La decisione nasce in risposta alla “soccombenza stabilita dalla sentenza del Tar Lazio che, di fatto, si è espressa favorevolmente alla costruzione e all’esercizio dell’impianto a biometano in zona agricola“.
I promotori dell’appello, tra cui l’Associazione genitori Artena, il Comitato residenti Colleferro e Cittadini di Artena, sottolineano il valore dell’iniziativa come simbolo dell’impegno collettivo e della partecipazione democratica, senza entrare nei dettagli tecnici della causa.

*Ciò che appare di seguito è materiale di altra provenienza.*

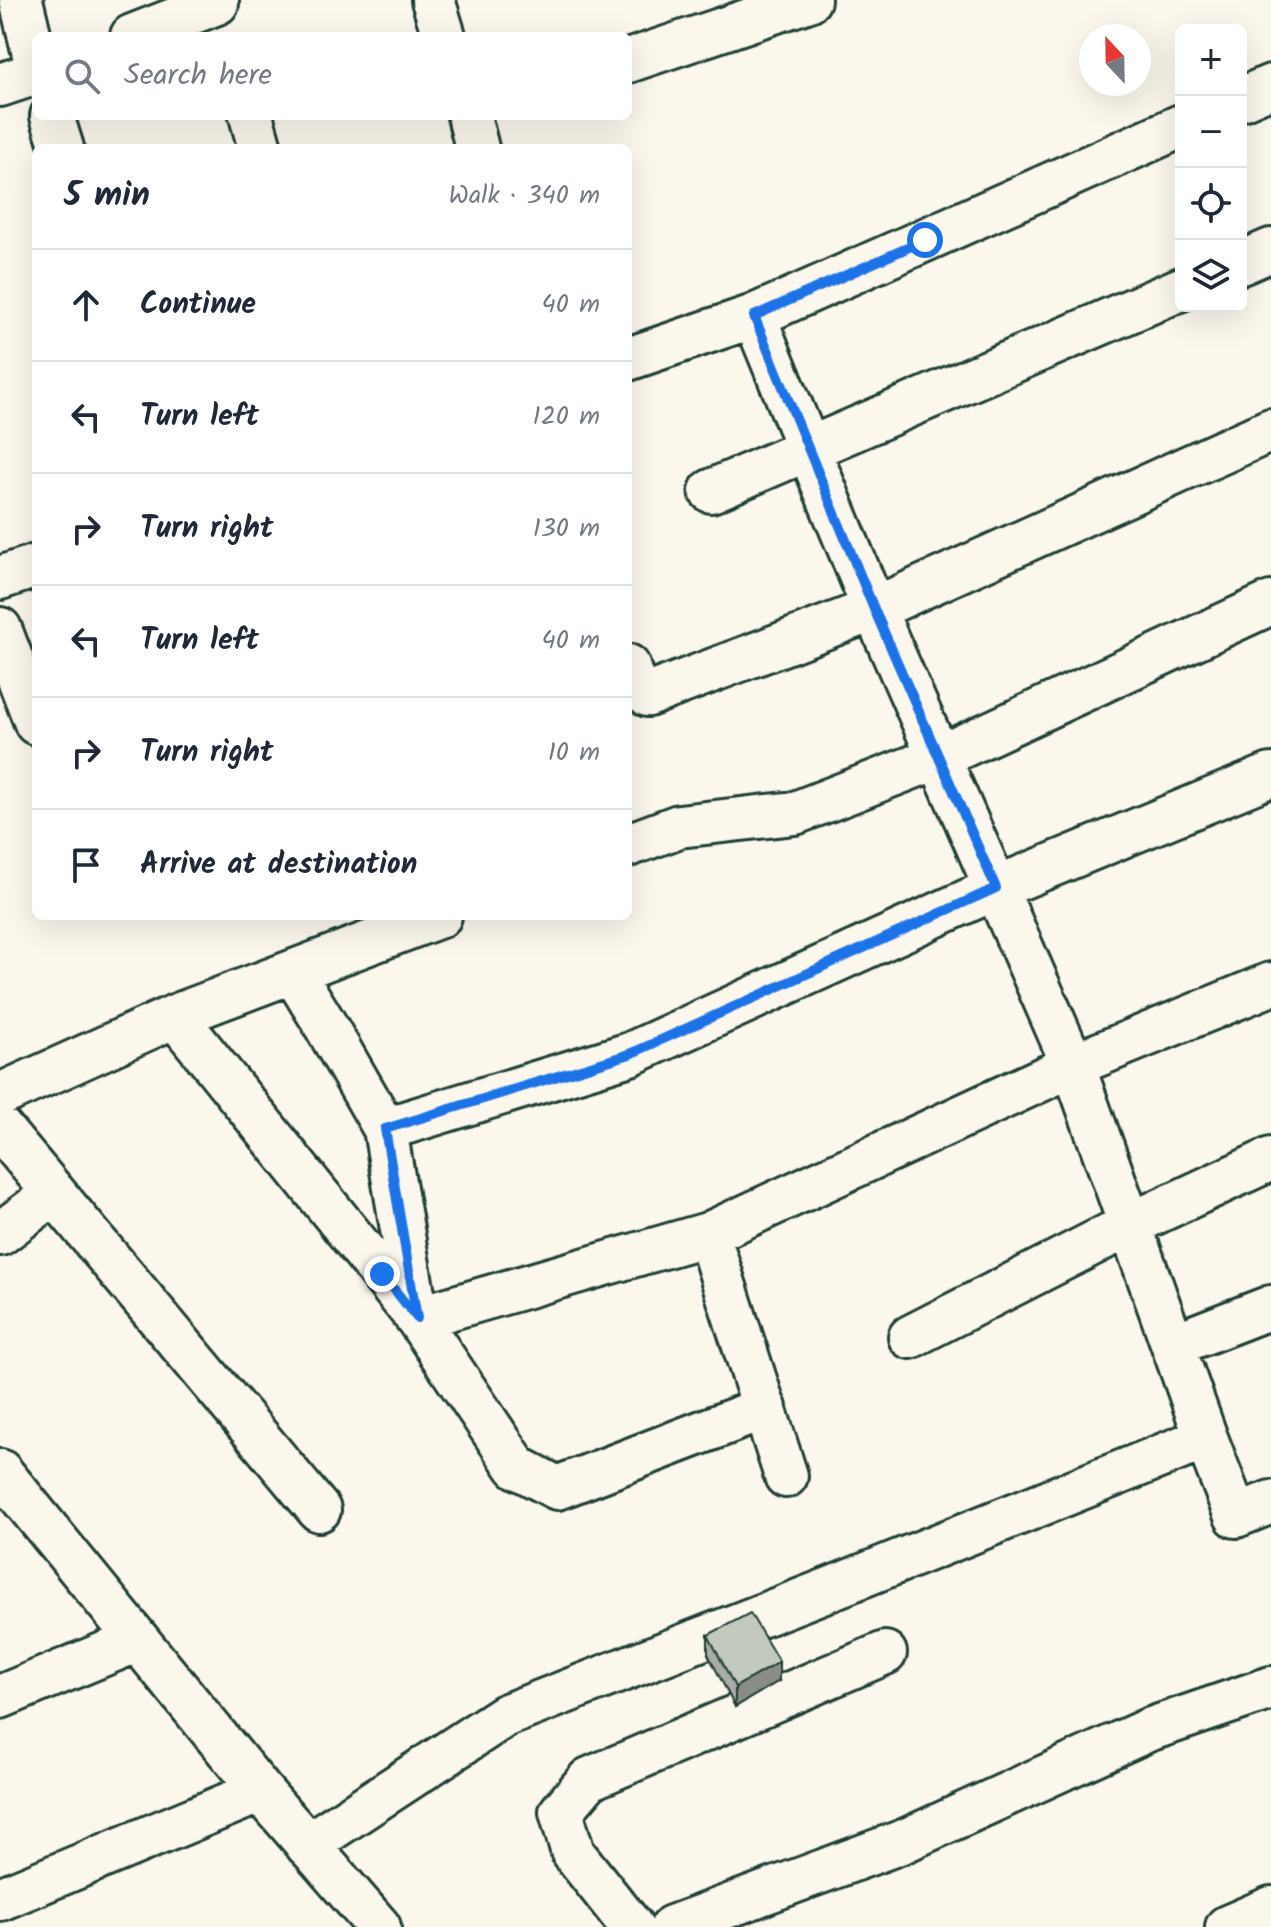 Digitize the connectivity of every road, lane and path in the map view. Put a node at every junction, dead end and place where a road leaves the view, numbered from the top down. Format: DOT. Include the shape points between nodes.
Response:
graph roads {
  1 [pos="21,0"];
  2 [pos="433,0"];
  3 [pos="809,0"];
  4 [pos="222,10"];
  5 [pos="146,32"];
  6 [pos="443,32"];
  7 [pos="32,46"];
  8 [pos="632,60"];
  9 [pos="32,74"];
  10 [pos="0,85"];
  11 [pos="1271,86"];
  12 [pos="1247,96"];
  13 [pos="53,120"];
  14 [pos="252,120"];
  15 [pos="470,120"];
  16 [pos="1175,129"];
  17 [pos="61,144"];
  18 [pos="259,144"];
  19 [pos="476,144"];
  20 [pos="1271,250"];
  21 [pos="1247,260"];
  22 [pos="1175,292"];
  23 [pos="754,316"];
  24 [pos="632,358"];
  25 [pos="1271,430"];
  26 [pos="809,449"];
  27 [pos="711,491"];
  28 [pos="32,567"];
  29 [pos="0,578"];
  30 [pos="1271,603"];
  31 [pos="874,609"];
  32 [pos="0,629"];
  33 [pos="632,679"];
  34 [pos="32,713"];
  35 [pos="939,757"];
  36 [pos="1271,775"];
  37 [pos="632,844"];
  38 [pos="996,888"];
  39 [pos="430,920"];
  40 [pos="293,972"];
  41 [pos="1271,984"];
  42 [pos="175,1016"];
  43 [pos="1073,1065"];
  44 [pos="0,1095"];
  45 [pos="0,1128"];
  46 [pos="385,1129"];
  47 [pos="1271,1159"];
  48 [pos="54,1193"];
  49 [pos="1129,1225"];
  50 [pos="0,1234"];
  51 [pos="708,1234"];
  52 [pos="1271,1307"];
  53 [pos="417,1318"];
  54 [pos="910,1337"];
  55 [pos="1173,1345"];
  56 [pos="765,1408"];
  57 [pos="1206,1438"];
  58 [pos="0,1471"];
  59 [pos="786,1476"];
  60 [pos="1271,1502"];
  61 [pos="319,1510"];
  62 [pos="138,1640"];
  63 [pos="885,1653"];
  64 [pos="1271,1688"];
  65 [pos="0,1697"];
  66 [pos="261,1791"];
  67 [pos="307,1845"];
  68 [pos="0,1899"];
  69 [pos="1271,1908"];
  70 [pos="379,1927"];
  71 [pos="632,1927"];
  72 [pos="672,1927"];
  73 [pos="1227,1927"];
  1 -- 7 [label="street"];
  2 -- 6 [label="street"];
  3 -- 8 [label="street"];
  4 -- 5 [label="street"];
  9 -- 10 [label="street"];
  11 -- 12 [label="street"];
  13 -- 17 [label="street"];
  14 -- 18 [label="street"];
  15 -- 19 [label="street"];
  16 -- 23 [label="street"];
  20 -- 21 [label="street"];
  22 -- 26 [label="street"];
  23 -- 24 [label="street"];
  23 -- 26 [label="street"];
  25 -- 31 [label="street"];
  26 -- 27 [label="street"];
  26 -- 31 [label="street"];
  28 -- 29 [label="street"];
  30 -- 35 [label="street"];
  31 -- 33 [label="street" via="648,695"];
  31 -- 35 [label="street"];
  32 -- 34 [label="street"];
  35 -- 37 [label="street" via="795,813 679,826"];
  35 -- 38 [label="street"];
  36 -- 38 [label="street"];
  38 -- 43 [label="street"];
  38 -- 46 [label="street" via="630,1054"];
  39 -- 40 [label="street"];
  40 -- 42 [label="street"];
  40 -- 46 [label="street"];
  41 -- 43 [label="street"];
  42 -- 44 [label="street"];
  42 -- 53 [label="street"];
  43 -- 49 [label="street"];
  43 -- 51 [label="street"];
  45 -- 48 [label="street"];
  46 -- 53 [label="street"];
  47 -- 49 [label="street"];
  48 -- 50 [label="street"];
  48 -- 61 [label="street"];
  49 -- 54 [label="street"];
  49 -- 55 [label="street"];
  51 -- 53 [label="street"];
  51 -- 56 [label="street"];
  52 -- 55 [label="street"];
  53 -- 56 [label="street" via="517,1467 557,1488"];
  55 -- 57 [label="street"];
  56 -- 59 [label="street"];
  57 -- 60 [label="street" via="1236,1516"];
  57 -- 67 [label="street" via="504,1716"];
  58 -- 62 [label="street"];
  62 -- 65 [label="street"];
  62 -- 66 [label="street"];
  63 -- 71 [label="street" via="589,1779 561,1812 573,1853"];
  64 -- 72 [label="street" via="1148,1730 904,1841"];
  66 -- 67 [label="street"];
  66 -- 68 [label="street"];
  67 -- 70 [label="street"];
  69 -- 73 [label="street"];
}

“L’appello è un atto di impegno collettivo, reso possibile dalla partecipazione e dalla determinazione di una comunità che non si arrende. Un segnale forte, non banale, a favore della salute pubblica e dell’ambiente, in contraddizione con chi definisce il territorio della Valle del Sacco a ‘bassa reattività sociale’“, si legge nel comunicato diffuso dai promotori.
La raccolta fondi per supportare il ricorso è stata gestita interamente dalla società civile, senza il supporto dei Comuni di Artena o confinanti. I firmatari sottolineano che “la politica, ancora una volta, si è fermata alle schermaglie di facciata: da un lato c’è chi accusa di inefficienza, dall’altro chi promette di avere in mano strumenti amministrativi per opporsi. Ma nei fatti, al TAR – e ora al Consiglio di Stato – a difendere il territorio è solo la società civile”.
Questa iniziativa porta nuovamente all’attenzione pubblica l’autorizzazione alla costruzione e all’esercizio di un biodigestore industriale a biometano nella frazione Colubro. “E una cosa è certa: la difesa del territorio, quella vera, è nelle mani dei cittadini“, conclude la nota inviata da Associazione genitori Artena, Comitato residenti Colleferro e Cittadini di Artena il 6 novembre 2025.